Sunday, March 29, 2015

Experiencing Spring

It’s Spring! Well, at least the calendar says so. Spring is the season of new life; new beginnings. It’s nature refreshing and renewing itself. Many of us do our annual spring cleaning of our house. We sort out the closets, wash windows and walls, and clean out things that we haven’t seen since last spring. We refresh our houses, getting rid of the things that no longer serve a purpose and possibly replacing them with new things that we hope will be better in some way.

What if we could “spring clean” our thoughts and feelings? Similar to cleaning out our houses and getting rid of things that are no longer purposeful or needed and replacing them with new things, we can get rid of thoughts and feelings that no longer are useful to us, and replace them with thoughts and feelings that bring more hope. An emotional purging, if you will.
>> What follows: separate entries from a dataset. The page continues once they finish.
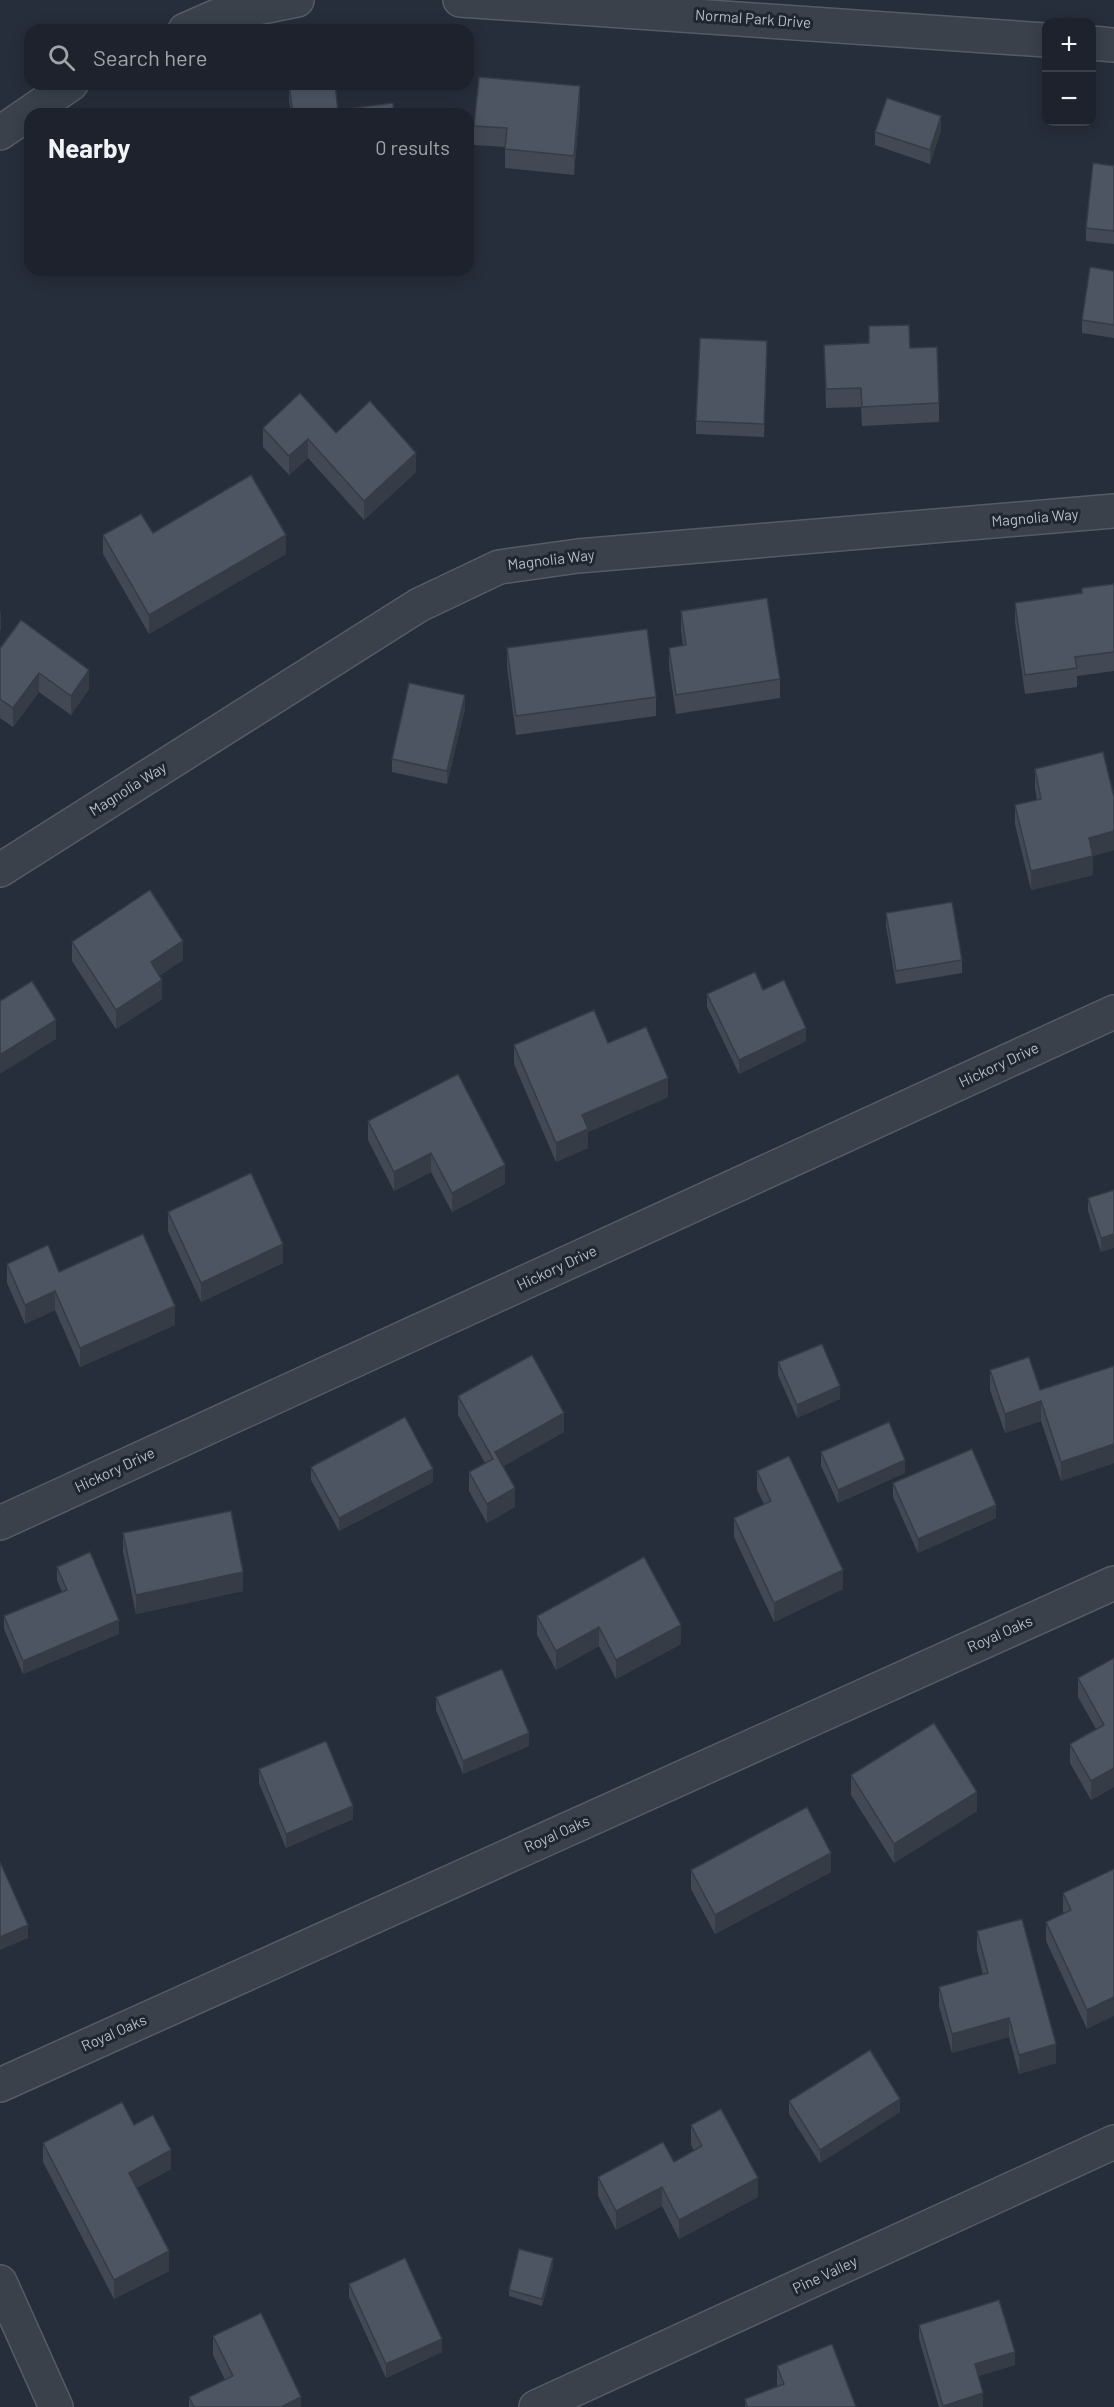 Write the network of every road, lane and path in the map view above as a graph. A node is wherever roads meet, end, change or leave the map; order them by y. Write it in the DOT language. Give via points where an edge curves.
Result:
graph roads {
  1 [pos="297,0"];
  2 [pos="460,0"];
  3 [pos="199,24"];
  4 [pos="1042,40"];
  5 [pos="1096,43"];
  6 [pos="1114,45"];
  7 [pos="62,90"];
  8 [pos="36,108"];
  9 [pos="24,116"];
  10 [pos="0,133"];
  11 [pos="1114,511"];
  12 [pos="0,870"];
  13 [pos="1114,1012"];
  14 [pos="0,1523"];
  15 [pos="1114,1583"];
  16 [pos="0,2085"];
  17 [pos="1114,2142"];
  18 [pos="0,2282"];
  19 [pos="56,2407"];
  20 [pos="536,2407"];
  1 -- 3 [label="street" via="217,16"];
  2 -- 4 [label="street, Normal Park Drive"];
  5 -- 6 [label="street"];
  7 -- 8 [label="street"];
  9 -- 10 [label="street"];
  11 -- 12 [label="street, Magnolia Way" via="578,556 500,567 419,605"];
  13 -- 14 [label="street, Hickory Drive"];
  15 -- 16 [label="street, Royal Oaks"];
  17 -- 20 [label="street, Pine Valley"];
  18 -- 19 [label="street"];
} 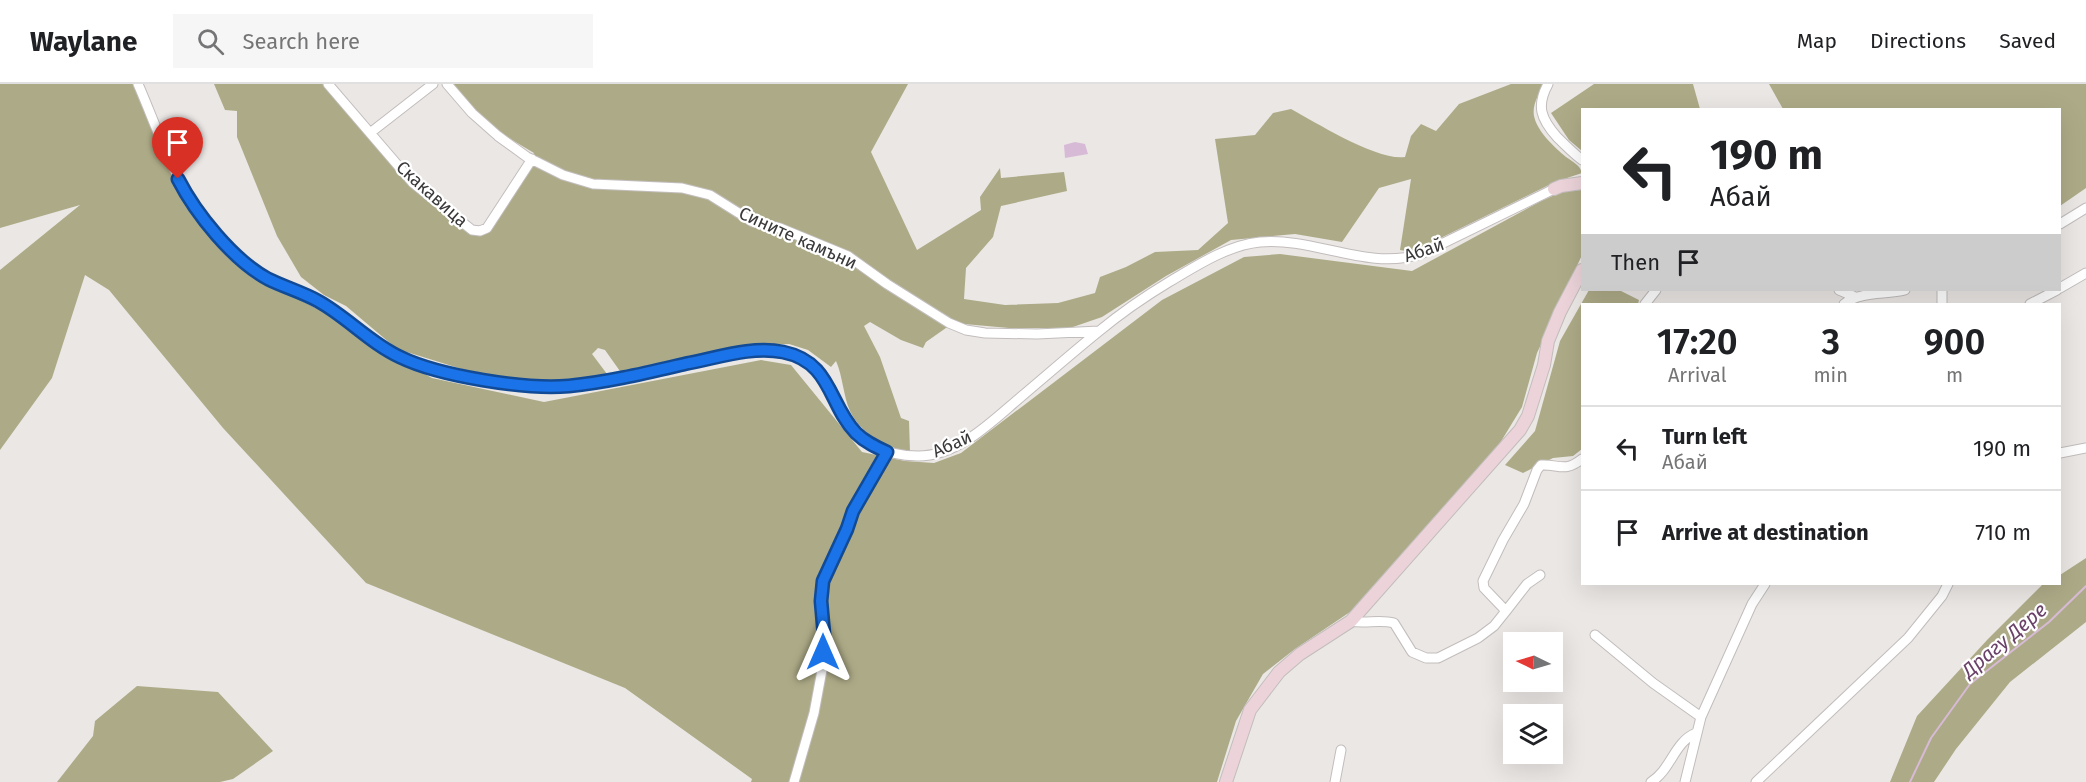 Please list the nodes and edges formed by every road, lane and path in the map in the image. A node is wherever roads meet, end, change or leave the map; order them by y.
1 (138, 84) edge
2 (328, 84) edge
3 (433, 84) edge
4 (447, 84) edge
5 (1548, 84) edge
6 (370, 133) junction
7 (532, 159) junction
8 (1581, 159) edge
9 (1581, 183) edge
10 (1554, 189) joint
11 (2086, 208) edge
12 (2061, 223) edge
13 (1581, 272) edge
14 (2086, 273) edge
15 (2061, 287) edge
16 (1655, 291) edge
17 (1841, 291) edge
18 (1901, 291) edge
19 (2054, 291) edge
20 (1853, 296) junction
21 (1646, 303) edge
22 (1845, 303) edge
23 (2032, 303) edge
24 (1099, 331) junction
25 (2086, 448) edge
26 (887, 452) junction
27 (2061, 453) edge
28 (1581, 460) edge
29 (1540, 575) dead end
30 (1764, 585) edge
31 (1948, 585) edge
32 (1506, 611) junction
33 (1351, 621) junction
34 (1595, 635) dead end
35 (1701, 717) junction
36 (1696, 733) junction
37 (1341, 750) dead end
38 (794, 782) edge
39 (1226, 782) edge
40 (1335, 782) edge
41 (1651, 782) edge
42 (1685, 782) edge
43 (1756, 782) edge

1 - 26 street, Абай
2 - 6 street, Скакавица
3 - 6 street
4 - 7 street, Сините камъни
5 - 8 street
6 - 7 street, Скакавица
7 - 24 street, Сините камъни
9 - 10 street, Абай
10 - 24 street, Абай
11 - 12 street
13 - 33 street
14 - 15 street
16 - 21 street
17 - 20 street
18 - 20 street
19 - 23 street
20 - 22 street
24 - 26 street, Абай
25 - 27 street
26 - 38 street
28 - 32 street
29 - 32 street
30 - 35 street
31 - 43 street
32 - 33 street
33 - 39 street
34 - 35 street
35 - 36 street
36 - 41 street
36 - 42 street
37 - 40 street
Just like the clothes, dishes, or curtains that are too small, chipped, stained, or we’ve just become tired of them, we can also get rid of the thoughts and emotions that may have served a purpose at one time but we now are just tired of them.

Anger, resentment, jealousy, hurt, discouragement, and fear are common feelings that we tend to hold onto for long periods of time. Thoughts of self-doubt, critical judgment of others and ourselves, and the belief that we always seem to deserve something more than what we already have also plague us. Initially, we had those thoughts and feelings possibly as reactions to circumstances or even as defenses to prevent ourselves from feeling even worse. However, these thoughts and emotions drag us down and keep us from being able to truly appreciate the life we have.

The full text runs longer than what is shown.